These four chapters cover an amazing depth and breadth of truly crucial events in a short space. Here we have…

  1. The final teachings of Jesus
  2. The anointing at Bethany
  3. The Last Supper
  4. The prayer in Gethsemane
  5. Peter’s denial
  6. Judas’ betrayal and subsequent suicide
  7. Jesus’ arrest, trial, and beating
  8. Jesus’ journey to Golgotha, crucifixion, death, and burial
  9. Jesus’ resurrection
  10. The Great Commission


Reading four chapters in the Old Testament could, in one sense, take us through a greater span of history, covering hundreds or even thousands or, in the case of the opening chapters of Genesis, millions of years. However, here, in these closing four chapters of Matthew, we have the sense that we are peering into the very center, the crux, of history.

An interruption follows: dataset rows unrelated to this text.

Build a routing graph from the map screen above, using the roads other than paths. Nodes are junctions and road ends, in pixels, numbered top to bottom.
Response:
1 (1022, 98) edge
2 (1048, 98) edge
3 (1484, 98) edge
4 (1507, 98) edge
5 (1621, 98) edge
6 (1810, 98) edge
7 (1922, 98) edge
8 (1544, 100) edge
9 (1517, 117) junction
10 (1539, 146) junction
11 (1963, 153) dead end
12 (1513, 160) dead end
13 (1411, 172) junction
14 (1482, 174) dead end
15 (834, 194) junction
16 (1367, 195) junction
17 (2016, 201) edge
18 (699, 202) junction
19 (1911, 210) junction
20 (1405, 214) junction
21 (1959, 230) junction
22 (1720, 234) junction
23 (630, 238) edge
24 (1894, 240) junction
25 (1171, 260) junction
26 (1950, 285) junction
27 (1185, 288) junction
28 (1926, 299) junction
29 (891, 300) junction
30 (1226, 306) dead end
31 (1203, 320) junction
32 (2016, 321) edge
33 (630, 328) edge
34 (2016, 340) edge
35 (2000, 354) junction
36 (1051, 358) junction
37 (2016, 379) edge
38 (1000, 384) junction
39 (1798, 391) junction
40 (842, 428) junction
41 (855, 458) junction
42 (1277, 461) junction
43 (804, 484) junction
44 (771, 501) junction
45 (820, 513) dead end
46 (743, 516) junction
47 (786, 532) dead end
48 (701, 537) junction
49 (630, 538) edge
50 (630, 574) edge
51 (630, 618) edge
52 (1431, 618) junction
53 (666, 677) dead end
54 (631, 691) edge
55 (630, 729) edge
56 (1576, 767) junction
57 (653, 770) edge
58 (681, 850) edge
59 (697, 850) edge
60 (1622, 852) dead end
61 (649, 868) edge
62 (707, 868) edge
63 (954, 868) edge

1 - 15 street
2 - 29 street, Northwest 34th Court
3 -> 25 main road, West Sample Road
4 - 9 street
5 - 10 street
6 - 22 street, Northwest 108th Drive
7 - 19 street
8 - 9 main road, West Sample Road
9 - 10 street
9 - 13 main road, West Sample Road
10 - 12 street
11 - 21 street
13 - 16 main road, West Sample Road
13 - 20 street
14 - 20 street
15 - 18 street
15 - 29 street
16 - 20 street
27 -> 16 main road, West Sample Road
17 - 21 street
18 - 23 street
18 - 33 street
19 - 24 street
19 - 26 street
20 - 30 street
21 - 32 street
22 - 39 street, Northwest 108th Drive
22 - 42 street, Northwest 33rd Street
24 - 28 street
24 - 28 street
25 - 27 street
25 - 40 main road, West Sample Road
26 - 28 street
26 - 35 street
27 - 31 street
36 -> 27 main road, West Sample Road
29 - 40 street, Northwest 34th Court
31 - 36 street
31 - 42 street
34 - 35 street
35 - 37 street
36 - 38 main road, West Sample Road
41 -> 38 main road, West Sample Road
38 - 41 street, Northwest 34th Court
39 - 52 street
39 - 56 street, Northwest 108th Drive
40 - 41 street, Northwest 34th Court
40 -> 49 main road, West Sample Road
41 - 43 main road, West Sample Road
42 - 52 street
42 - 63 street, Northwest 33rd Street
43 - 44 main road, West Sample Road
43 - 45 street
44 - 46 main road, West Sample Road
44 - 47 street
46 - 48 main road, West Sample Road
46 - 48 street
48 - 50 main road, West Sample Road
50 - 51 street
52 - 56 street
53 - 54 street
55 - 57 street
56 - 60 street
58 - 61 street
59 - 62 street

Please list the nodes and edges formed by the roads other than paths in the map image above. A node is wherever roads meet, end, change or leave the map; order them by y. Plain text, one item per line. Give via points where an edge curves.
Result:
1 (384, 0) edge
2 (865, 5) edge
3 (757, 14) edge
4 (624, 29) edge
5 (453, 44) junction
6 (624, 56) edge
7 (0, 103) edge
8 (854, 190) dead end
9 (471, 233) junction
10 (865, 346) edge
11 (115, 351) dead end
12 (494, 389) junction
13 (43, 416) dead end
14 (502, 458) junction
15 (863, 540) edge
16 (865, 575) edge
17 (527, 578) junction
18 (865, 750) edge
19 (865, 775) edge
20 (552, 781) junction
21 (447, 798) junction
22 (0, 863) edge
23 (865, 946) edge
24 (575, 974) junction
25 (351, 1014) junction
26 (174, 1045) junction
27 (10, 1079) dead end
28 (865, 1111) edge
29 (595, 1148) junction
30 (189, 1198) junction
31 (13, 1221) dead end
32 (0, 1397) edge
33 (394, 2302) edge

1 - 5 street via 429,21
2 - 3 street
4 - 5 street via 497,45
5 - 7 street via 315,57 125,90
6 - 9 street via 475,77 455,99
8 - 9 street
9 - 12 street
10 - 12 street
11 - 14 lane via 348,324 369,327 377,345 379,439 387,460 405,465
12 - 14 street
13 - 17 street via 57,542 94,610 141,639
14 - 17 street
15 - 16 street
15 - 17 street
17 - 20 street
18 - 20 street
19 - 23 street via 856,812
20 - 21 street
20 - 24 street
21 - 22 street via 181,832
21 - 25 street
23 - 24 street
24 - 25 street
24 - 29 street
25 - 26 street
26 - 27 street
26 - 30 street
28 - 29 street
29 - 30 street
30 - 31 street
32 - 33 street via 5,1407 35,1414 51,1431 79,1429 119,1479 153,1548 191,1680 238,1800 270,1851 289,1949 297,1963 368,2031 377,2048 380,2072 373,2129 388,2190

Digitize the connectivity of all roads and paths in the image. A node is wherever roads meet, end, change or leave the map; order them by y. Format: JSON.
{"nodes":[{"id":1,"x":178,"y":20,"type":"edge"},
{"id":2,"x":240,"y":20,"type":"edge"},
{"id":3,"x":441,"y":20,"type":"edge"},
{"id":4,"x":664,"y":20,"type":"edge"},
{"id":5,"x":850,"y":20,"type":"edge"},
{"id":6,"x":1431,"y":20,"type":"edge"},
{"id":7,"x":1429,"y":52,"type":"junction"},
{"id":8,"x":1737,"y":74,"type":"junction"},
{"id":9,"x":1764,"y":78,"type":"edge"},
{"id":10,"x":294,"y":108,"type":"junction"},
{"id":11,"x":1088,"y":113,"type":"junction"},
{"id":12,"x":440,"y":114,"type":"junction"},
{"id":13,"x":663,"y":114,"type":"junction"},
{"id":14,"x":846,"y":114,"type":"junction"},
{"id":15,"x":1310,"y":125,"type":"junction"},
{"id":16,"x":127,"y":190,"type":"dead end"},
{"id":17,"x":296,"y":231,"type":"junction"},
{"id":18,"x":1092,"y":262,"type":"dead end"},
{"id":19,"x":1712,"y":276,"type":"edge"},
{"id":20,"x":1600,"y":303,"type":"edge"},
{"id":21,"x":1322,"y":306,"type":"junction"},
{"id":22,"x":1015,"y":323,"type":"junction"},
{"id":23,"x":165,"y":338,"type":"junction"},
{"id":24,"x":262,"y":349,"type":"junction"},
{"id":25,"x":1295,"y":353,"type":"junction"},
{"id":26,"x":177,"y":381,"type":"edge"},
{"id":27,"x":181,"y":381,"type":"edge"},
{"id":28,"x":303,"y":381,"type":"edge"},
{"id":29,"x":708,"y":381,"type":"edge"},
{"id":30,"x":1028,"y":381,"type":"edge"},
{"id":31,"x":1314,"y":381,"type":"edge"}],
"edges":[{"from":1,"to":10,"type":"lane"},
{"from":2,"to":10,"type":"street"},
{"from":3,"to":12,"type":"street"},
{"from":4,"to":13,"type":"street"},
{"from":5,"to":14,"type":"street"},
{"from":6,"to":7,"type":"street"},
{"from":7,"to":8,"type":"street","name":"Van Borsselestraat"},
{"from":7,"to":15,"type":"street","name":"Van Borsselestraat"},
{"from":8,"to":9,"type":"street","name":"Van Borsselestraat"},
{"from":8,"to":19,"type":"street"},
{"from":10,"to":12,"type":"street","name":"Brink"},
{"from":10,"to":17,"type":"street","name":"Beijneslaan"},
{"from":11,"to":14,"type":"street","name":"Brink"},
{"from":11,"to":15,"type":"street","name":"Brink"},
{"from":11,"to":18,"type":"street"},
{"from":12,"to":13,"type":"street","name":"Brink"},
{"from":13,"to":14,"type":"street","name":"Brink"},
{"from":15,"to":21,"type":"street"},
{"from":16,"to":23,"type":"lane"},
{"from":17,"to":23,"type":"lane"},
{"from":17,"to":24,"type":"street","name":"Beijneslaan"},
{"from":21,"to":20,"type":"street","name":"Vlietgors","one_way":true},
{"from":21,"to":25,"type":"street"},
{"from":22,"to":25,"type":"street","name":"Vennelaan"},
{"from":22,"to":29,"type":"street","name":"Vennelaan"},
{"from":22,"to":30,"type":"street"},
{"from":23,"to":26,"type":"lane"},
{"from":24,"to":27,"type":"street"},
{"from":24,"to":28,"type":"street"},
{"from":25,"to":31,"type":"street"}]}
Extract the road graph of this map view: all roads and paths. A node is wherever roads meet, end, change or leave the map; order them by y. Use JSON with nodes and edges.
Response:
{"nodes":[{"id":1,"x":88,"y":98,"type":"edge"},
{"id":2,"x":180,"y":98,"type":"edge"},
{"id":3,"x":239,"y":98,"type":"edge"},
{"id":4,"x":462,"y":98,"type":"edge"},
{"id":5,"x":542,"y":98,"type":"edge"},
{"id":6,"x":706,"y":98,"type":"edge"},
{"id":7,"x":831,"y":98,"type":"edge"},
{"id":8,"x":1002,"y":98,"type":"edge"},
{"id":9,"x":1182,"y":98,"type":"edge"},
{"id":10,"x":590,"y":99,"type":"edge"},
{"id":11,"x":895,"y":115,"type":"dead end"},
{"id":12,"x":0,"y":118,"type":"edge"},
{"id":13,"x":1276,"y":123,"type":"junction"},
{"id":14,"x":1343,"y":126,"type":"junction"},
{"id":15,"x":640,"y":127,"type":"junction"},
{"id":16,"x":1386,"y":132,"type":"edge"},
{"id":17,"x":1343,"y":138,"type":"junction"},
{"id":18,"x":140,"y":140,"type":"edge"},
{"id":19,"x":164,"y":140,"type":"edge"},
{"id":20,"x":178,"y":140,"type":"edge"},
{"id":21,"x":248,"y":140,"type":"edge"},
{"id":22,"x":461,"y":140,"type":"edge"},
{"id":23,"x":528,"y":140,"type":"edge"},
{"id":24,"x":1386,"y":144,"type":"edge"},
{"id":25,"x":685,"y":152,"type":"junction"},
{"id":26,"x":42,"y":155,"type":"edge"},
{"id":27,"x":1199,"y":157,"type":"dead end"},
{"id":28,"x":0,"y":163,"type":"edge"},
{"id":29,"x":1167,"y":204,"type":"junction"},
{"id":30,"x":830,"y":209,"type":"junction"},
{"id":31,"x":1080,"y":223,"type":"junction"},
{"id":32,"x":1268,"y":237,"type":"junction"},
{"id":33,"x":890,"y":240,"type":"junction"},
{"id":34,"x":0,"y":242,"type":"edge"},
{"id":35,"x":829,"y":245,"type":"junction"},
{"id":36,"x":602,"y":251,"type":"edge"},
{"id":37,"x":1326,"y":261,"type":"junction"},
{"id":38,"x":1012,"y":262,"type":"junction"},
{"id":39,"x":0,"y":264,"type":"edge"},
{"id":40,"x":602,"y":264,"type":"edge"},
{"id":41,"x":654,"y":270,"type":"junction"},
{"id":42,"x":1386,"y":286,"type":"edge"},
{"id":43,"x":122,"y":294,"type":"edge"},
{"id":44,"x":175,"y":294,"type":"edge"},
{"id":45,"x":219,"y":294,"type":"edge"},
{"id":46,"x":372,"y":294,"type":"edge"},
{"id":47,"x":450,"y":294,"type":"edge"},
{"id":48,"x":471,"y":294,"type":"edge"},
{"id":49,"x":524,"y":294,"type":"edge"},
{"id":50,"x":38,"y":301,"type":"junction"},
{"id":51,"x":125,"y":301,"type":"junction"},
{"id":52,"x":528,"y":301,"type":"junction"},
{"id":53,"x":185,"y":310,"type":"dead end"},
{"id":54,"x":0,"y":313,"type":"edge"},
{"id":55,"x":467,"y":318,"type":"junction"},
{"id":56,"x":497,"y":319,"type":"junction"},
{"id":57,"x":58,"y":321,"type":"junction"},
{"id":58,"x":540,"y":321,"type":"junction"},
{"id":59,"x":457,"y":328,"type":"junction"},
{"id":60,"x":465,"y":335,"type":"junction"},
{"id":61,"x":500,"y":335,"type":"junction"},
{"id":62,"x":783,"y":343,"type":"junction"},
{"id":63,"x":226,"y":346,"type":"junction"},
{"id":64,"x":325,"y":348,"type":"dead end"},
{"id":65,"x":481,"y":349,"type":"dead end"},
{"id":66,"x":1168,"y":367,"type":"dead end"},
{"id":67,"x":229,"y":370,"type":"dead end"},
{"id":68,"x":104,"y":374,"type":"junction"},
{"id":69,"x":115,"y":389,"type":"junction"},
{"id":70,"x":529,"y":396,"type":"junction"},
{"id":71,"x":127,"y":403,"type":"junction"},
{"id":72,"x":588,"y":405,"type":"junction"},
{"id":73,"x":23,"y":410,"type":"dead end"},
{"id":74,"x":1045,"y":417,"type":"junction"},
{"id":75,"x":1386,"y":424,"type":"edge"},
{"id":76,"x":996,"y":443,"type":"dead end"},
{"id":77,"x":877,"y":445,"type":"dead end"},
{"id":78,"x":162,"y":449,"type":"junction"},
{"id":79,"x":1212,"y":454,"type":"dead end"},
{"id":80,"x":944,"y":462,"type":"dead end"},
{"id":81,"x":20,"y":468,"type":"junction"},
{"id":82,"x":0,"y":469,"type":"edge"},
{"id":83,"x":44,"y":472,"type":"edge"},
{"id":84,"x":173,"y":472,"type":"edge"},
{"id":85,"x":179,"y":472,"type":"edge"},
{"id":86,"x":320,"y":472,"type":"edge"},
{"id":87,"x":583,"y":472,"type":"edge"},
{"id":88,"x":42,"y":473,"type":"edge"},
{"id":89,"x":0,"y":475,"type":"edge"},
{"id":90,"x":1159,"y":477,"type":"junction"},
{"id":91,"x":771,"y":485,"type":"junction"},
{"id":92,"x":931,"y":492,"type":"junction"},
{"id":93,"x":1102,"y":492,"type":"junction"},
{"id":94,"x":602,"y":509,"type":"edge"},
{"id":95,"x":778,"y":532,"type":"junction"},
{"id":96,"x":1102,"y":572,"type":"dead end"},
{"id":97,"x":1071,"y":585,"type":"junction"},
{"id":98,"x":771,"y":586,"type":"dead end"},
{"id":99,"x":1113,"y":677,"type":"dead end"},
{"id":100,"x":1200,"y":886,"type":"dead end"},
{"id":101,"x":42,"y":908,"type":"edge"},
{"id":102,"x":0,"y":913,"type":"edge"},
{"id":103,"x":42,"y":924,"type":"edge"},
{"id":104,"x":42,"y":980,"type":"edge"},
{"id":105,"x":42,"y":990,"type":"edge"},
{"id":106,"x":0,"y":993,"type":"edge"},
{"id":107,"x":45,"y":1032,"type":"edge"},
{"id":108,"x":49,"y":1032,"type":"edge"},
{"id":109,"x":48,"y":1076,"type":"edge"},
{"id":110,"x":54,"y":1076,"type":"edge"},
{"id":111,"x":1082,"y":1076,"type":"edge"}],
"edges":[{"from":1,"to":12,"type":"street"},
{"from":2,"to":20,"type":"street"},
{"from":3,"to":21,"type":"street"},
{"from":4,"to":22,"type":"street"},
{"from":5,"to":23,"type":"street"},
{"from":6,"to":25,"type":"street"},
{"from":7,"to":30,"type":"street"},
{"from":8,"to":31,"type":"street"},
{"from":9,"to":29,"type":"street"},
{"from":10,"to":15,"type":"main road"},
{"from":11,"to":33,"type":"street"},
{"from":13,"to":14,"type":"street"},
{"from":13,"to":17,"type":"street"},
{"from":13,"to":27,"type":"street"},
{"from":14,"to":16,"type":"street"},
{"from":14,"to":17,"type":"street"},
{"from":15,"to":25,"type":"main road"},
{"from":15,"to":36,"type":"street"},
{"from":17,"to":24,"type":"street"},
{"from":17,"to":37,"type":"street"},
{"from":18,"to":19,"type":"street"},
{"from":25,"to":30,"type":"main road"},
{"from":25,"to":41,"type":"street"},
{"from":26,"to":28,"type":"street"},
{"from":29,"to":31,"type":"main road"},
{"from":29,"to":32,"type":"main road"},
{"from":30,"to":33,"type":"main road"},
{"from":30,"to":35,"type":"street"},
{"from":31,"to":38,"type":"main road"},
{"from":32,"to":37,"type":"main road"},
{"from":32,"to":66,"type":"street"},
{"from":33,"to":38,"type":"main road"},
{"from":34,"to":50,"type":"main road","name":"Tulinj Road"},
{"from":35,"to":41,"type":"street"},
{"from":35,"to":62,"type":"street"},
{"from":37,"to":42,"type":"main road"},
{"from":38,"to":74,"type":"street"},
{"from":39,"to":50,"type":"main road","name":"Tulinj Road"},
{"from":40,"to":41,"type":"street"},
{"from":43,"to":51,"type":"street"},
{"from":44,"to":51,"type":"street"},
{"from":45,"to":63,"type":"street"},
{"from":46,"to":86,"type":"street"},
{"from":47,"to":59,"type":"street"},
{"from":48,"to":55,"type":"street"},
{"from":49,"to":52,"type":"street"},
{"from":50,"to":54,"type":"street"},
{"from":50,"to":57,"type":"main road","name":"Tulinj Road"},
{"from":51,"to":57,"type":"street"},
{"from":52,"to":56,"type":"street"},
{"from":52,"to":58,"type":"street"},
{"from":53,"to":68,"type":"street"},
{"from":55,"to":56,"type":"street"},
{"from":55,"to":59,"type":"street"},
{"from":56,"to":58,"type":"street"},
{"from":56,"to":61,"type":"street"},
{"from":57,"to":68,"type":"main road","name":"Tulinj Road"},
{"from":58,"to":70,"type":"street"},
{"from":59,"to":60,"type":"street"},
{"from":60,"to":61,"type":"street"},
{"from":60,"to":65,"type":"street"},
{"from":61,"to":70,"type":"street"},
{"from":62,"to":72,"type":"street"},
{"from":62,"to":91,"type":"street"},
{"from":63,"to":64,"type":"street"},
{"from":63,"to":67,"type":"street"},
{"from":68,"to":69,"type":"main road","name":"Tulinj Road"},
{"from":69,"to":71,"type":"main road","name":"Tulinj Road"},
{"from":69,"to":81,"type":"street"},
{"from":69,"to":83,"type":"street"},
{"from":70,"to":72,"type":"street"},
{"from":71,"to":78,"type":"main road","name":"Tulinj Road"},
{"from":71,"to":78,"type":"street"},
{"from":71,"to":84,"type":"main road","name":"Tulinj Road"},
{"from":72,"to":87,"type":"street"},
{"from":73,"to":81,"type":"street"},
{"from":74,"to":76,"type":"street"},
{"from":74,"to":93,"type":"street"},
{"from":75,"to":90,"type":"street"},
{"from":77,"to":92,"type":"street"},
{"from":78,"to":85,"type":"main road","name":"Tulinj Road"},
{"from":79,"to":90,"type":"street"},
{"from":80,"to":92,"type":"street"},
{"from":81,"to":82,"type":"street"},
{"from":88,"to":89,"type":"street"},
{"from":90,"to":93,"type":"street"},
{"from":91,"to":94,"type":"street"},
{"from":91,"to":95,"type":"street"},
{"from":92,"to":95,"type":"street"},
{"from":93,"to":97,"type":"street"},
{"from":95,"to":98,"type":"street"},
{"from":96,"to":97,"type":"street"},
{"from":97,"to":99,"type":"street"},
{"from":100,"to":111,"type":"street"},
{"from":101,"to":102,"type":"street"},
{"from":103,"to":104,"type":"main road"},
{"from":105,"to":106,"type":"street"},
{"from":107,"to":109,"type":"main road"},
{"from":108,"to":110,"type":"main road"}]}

Perhaps the reason why we get this feeling in reading of these last events of the life of Jesus of Nazareth is because in him, as St. Irenaeus said, we have the human story recapitulated. C. S. Lewis puts it this way in Letter VIII of Letters to Malcolm: Chiefly on Prayer

Does not every movement in the Passion write large some common element in the sufferings of our race? First, the prayer of anguish; not granted. Then He turns to His friends. They are asleep—as ours, or we, are so often, or busy, or away, or preoccupied. Then He faces the Church; the very Church that He brought into existence. It condemns Him. This also is characteristic. In every Church, in every, institution, there is something which sooner or later works against the very purpose for which it came into existence. But there seems to be another chance. There is the State; in this case, the Roman state. Its pretentions are far lower than those of the Jewish church, but for that very reason it may be free from local fanaticisms. It claims to be just on a rough, worldly level. Yes, but only so far as is consistent with political expediency and raison d’Ć©tat. One becomes a counter in a complicated game. But even now all is not lost.  There is still an appeal to the People—the poor and simple whom He had blessed, whom He had healed and fed and taught, to whom He Himself belongs. But they have become over-night (it is nothing unusual) a murderous rabble shouting for His blood. There is, then, nothing left but God. And to God, God’s last words are “Why hast thou forsaken me?”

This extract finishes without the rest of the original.